**DIRECTIONS:** Restate the material below word for word, from its first line to its last.

== GIVEN RECORDS

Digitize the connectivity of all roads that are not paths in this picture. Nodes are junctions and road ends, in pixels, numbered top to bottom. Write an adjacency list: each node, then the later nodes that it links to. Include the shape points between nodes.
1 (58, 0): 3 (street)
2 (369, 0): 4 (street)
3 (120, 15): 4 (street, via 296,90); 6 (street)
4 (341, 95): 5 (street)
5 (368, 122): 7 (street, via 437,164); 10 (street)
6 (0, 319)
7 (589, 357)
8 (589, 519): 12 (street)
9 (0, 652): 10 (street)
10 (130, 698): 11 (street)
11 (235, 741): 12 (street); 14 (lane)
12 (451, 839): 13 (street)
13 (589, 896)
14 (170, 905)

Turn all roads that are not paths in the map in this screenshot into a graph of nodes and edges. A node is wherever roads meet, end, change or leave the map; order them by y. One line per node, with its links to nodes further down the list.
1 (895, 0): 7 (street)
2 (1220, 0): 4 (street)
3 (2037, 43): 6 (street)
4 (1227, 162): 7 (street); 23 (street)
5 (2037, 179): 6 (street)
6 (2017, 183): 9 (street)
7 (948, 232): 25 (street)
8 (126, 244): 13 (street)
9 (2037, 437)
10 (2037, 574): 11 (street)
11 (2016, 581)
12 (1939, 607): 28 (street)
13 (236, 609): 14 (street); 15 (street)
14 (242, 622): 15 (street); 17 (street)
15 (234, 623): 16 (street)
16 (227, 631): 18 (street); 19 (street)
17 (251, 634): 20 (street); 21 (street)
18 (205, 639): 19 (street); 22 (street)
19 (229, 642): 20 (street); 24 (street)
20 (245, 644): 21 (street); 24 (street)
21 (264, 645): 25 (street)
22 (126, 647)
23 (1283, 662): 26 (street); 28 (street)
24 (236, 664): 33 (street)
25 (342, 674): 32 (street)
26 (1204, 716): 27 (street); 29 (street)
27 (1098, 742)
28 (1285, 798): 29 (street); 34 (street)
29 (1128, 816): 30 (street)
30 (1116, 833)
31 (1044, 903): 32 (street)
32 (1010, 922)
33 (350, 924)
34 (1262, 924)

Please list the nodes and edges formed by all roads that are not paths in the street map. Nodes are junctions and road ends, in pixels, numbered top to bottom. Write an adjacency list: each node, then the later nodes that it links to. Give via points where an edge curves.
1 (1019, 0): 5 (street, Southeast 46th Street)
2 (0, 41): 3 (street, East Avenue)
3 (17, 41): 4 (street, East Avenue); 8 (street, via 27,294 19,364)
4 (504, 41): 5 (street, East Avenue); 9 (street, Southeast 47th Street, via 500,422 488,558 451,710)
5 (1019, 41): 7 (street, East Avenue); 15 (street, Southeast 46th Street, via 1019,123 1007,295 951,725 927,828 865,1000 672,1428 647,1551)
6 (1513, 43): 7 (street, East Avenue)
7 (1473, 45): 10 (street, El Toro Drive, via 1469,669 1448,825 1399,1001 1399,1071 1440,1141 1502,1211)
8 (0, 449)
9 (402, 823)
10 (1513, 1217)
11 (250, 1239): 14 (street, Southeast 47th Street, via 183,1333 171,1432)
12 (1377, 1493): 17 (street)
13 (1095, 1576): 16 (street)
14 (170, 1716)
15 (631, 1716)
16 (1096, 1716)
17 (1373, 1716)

====

**OUTPUT OF THE TASK:**
Digitize the connectivity of all roads that are not paths in this picture. Nodes are junctions and road ends, in pixels, numbered top to bottom. Write an adjacency list: each node, then the later nodes that it links to. Include the shape points between nodes.
1 (58, 0): 3 (street)
2 (369, 0): 4 (street)
3 (120, 15): 4 (street, via 296,90); 6 (street)
4 (341, 95): 5 (street)
5 (368, 122): 7 (street, via 437,164); 10 (street)
6 (0, 319)
7 (589, 357)
8 (589, 519): 12 (street)
9 (0, 652): 10 (street)
10 (130, 698): 11 (street)
11 (235, 741): 12 (street); 14 (lane)
12 (451, 839): 13 (street)
13 (589, 896)
14 (170, 905)

Turn all roads that are not paths in the map in this screenshot into a graph of nodes and edges. A node is wherever roads meet, end, change or leave the map; order them by y. One line per node, with its links to nodes further down the list.
1 (895, 0): 7 (street)
2 (1220, 0): 4 (street)
3 (2037, 43): 6 (street)
4 (1227, 162): 7 (street); 23 (street)
5 (2037, 179): 6 (street)
6 (2017, 183): 9 (street)
7 (948, 232): 25 (street)
8 (126, 244): 13 (street)
9 (2037, 437)
10 (2037, 574): 11 (street)
11 (2016, 581)
12 (1939, 607): 28 (street)
13 (236, 609): 14 (street); 15 (street)
14 (242, 622): 15 (street); 17 (street)
15 (234, 623): 16 (street)
16 (227, 631): 18 (street); 19 (street)
17 (251, 634): 20 (street); 21 (street)
18 (205, 639): 19 (street); 22 (street)
19 (229, 642): 20 (street); 24 (street)
20 (245, 644): 21 (street); 24 (street)
21 (264, 645): 25 (street)
22 (126, 647)
23 (1283, 662): 26 (street); 28 (street)
24 (236, 664): 33 (street)
25 (342, 674): 32 (street)
26 (1204, 716): 27 (street); 29 (street)
27 (1098, 742)
28 (1285, 798): 29 (street); 34 (street)
29 (1128, 816): 30 (street)
30 (1116, 833)
31 (1044, 903): 32 (street)
32 (1010, 922)
33 (350, 924)
34 (1262, 924)

Please list the nodes and edges formed by all roads that are not paths in the street map. Nodes are junctions and road ends, in pixels, numbered top to bottom. Write an adjacency list: each node, then the later nodes that it links to. Give via points where an edge curves.
1 (1019, 0): 5 (street, Southeast 46th Street)
2 (0, 41): 3 (street, East Avenue)
3 (17, 41): 4 (street, East Avenue); 8 (street, via 27,294 19,364)
4 (504, 41): 5 (street, East Avenue); 9 (street, Southeast 47th Street, via 500,422 488,558 451,710)
5 (1019, 41): 7 (street, East Avenue); 15 (street, Southeast 46th Street, via 1019,123 1007,295 951,725 927,828 865,1000 672,1428 647,1551)
6 (1513, 43): 7 (street, East Avenue)
7 (1473, 45): 10 (street, El Toro Drive, via 1469,669 1448,825 1399,1001 1399,1071 1440,1141 1502,1211)
8 (0, 449)
9 (402, 823)
10 (1513, 1217)
11 (250, 1239): 14 (street, Southeast 47th Street, via 183,1333 171,1432)
12 (1377, 1493): 17 (street)
13 (1095, 1576): 16 (street)
14 (170, 1716)
15 (631, 1716)
16 (1096, 1716)
17 (1373, 1716)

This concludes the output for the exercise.